It's ok. I really thought my posts were funny, yet the first contained subtle, serious points about the importance of Renaissance music and Byzantine theology. People don't always get us.

I like to think we're the Islay scotches of Talk Classical.


----------



## Woodduck (Mar 17, 2014)

science said:


> Monteverdi's Madrigals would have to be the New Testament; perhaps the Cantigas de Santa Maria would be the Old Testament. Vivaldi, Handel, and Bach can be the Cappadocian Fathers; Haydn, Mozart, and Beethoven can be Maximos the Confessor, Simeon the New Theologian, and Gregory Palamas. Everyone from Schubert to Ravel can be the Philokalia.
> 
> Valuing the metaphor over strict chronology, Wagner will have to be Augustine; Schoenberg, Aquinas; Cage, Luther; Babbitt, Calvin; the jazz guys must be Copernicus, Vesalius, Galileo, Kepler, Newton, Darwin, Maxwell, Einstein, Watson and Crick.
> 
> Pop music must be New Religious Movements: Robert Johnson can be Joseph Smith; Chuck Berry can be Mary Baker Eddy; the Beatles can be L. Ron Hubbard; Afrika Bambaataa can be Raël.


Remind us now: how many angels...?


----------



## science (Oct 14, 2010)

Woodduck said:


> Remind us now: how many angels...?


All real music is gelic.
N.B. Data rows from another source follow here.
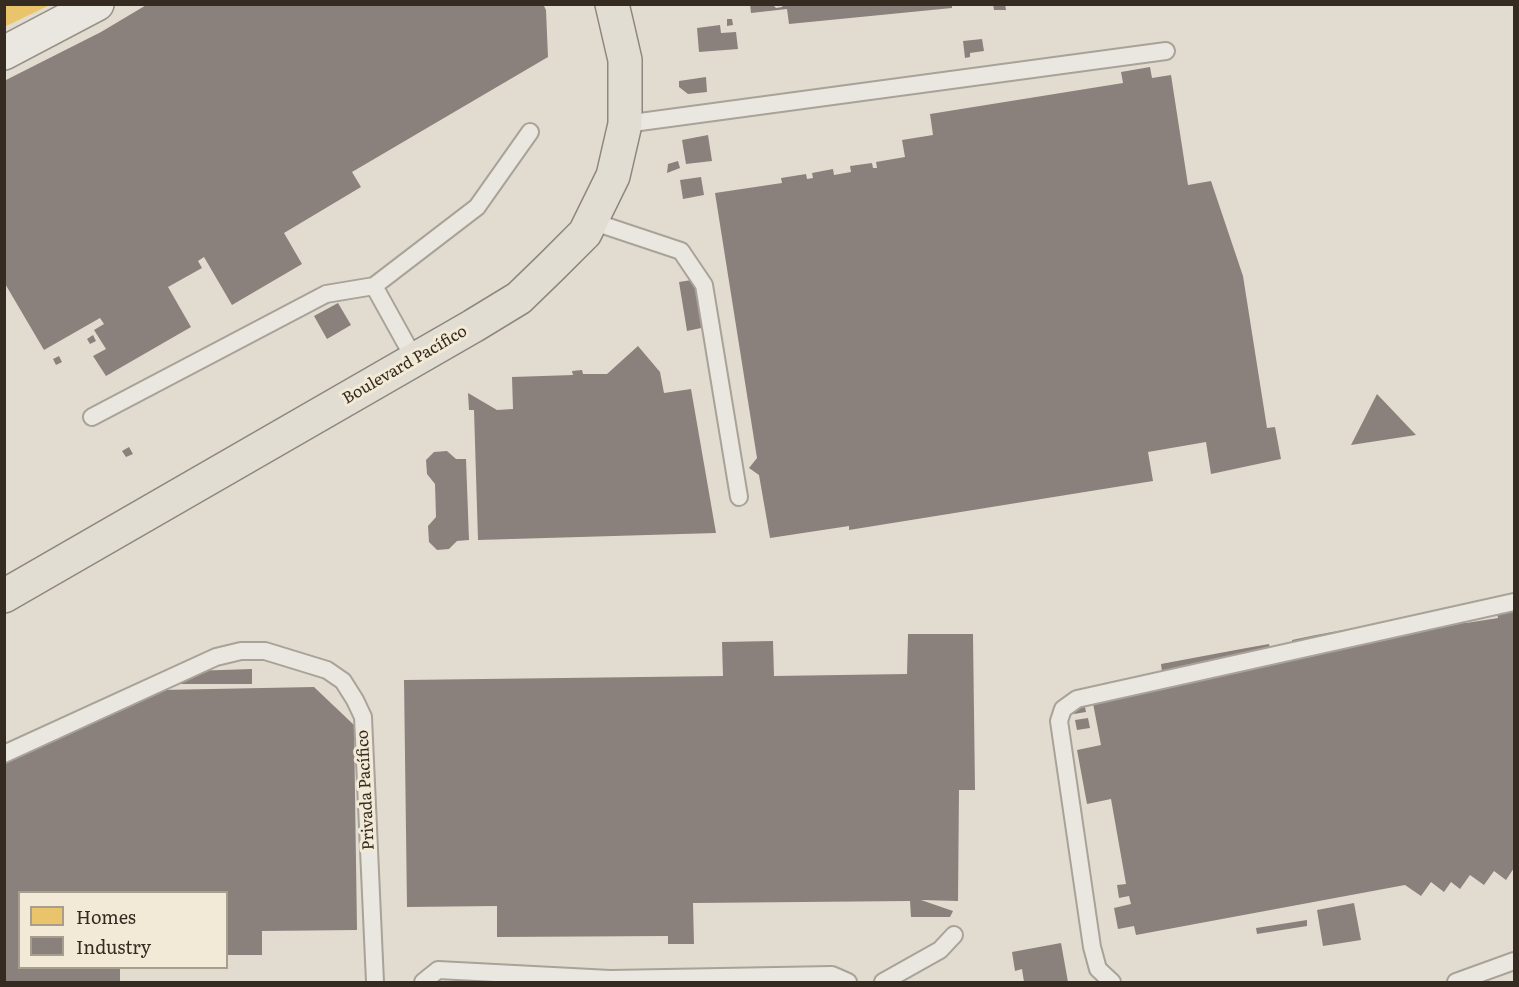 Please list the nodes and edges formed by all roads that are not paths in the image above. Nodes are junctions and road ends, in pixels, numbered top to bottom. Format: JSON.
{"nodes":[{"id":1,"x":97,"y":4,"type":"edge"},
{"id":2,"x":612,"y":4,"type":"edge"},
{"id":3,"x":1166,"y":51,"type":"dead end"},
{"id":4,"x":4,"y":53,"type":"edge"},
{"id":5,"x":625,"y":124,"type":"junction"},
{"id":6,"x":530,"y":132,"type":"dead end"},
{"id":7,"x":591,"y":220,"type":"junction"},
{"id":8,"x":374,"y":286,"type":"junction"},
{"id":9,"x":415,"y":360,"type":"junction"},
{"id":10,"x":92,"y":417,"type":"dead end"},
{"id":11,"x":739,"y":497,"type":"dead end"},
{"id":12,"x":4,"y":596,"type":"edge"},
{"id":13,"x":1515,"y":602,"type":"edge"},
{"id":14,"x":4,"y":754,"type":"edge"},
{"id":15,"x":954,"y":935,"type":"dead end"},
{"id":16,"x":1515,"y":961,"type":"edge"},
{"id":17,"x":672,"y":980,"type":"edge"},
{"id":18,"x":610,"y":981,"type":"edge"},
{"id":19,"x":375,"y":982,"type":"edge"},
{"id":20,"x":423,"y":982,"type":"edge"},
{"id":21,"x":848,"y":982,"type":"edge"},
{"id":22,"x":883,"y":982,"type":"edge"},
{"id":23,"x":1112,"y":982,"type":"edge"},
{"id":24,"x":1456,"y":982,"type":"edge"}],
"edges":[{"from":1,"to":4,"type":"street"},
{"from":2,"to":5,"type":"main road","name":"Boulevard Pacífico"},
{"from":3,"to":5,"type":"lane"},
{"from":5,"to":7,"type":"main road","name":"Boulevard Pacífico"},
{"from":6,"to":8,"type":"lane"},
{"from":7,"to":9,"type":"main road","name":"Boulevard Pacífico"},
{"from":7,"to":11,"type":"lane"},
{"from":8,"to":9,"type":"lane"},
{"from":8,"to":10,"type":"lane"},
{"from":9,"to":12,"type":"main road","name":"Boulevard Pacífico"},
{"from":13,"to":23,"type":"lane"},
{"from":14,"to":19,"type":"lane","name":"Privada Pacífico"},
{"from":15,"to":22,"type":"lane"},
{"from":16,"to":24,"type":"lane"},
{"from":17,"to":18,"type":"lane"},
{"from":17,"to":21,"type":"lane"},
{"from":18,"to":20,"type":"lane"}]}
Angelic music is just noise.


----------



## Woodduck (Mar 17, 2014)

science said:


> All real music is gelic. Angelic music is just noise.


There's always room for gelo.


----------



## ORigel (May 7, 2020)

Old Testament: Bach's WTC Book II, Art of Fugue
New Testament: Beethoven's Late Quartets


----------



## SanAntone (May 10, 2020)

I accept the premise that the WTC is the "Old Testament" and Beethoven's Piano Sonatas are the "New Testament"

After that, I'd suggest

Hindemith - LudasTonalis
Shostakovich - 24 Preludes and Fugues,, Op. 87
Cage - Sonatas & Interludes for Prepared Piano


----------



## UniversalTuringMachine (Jul 4, 2020)

God is dead in the 20th century.

The music landscape of the 20th century is so vast, only seeds were sown.


----------



## DavidA (Dec 14, 2012)

Afraid I cannot answer this because there is nothing in music to compare with the Old and the New Testaments when the latter are understood.


----------



## gregorx (Jan 25, 2020)

science said:


> I like to think we're the Islay scotches of Talk Classical.


Now that's the first thing in this thread I understand.


----------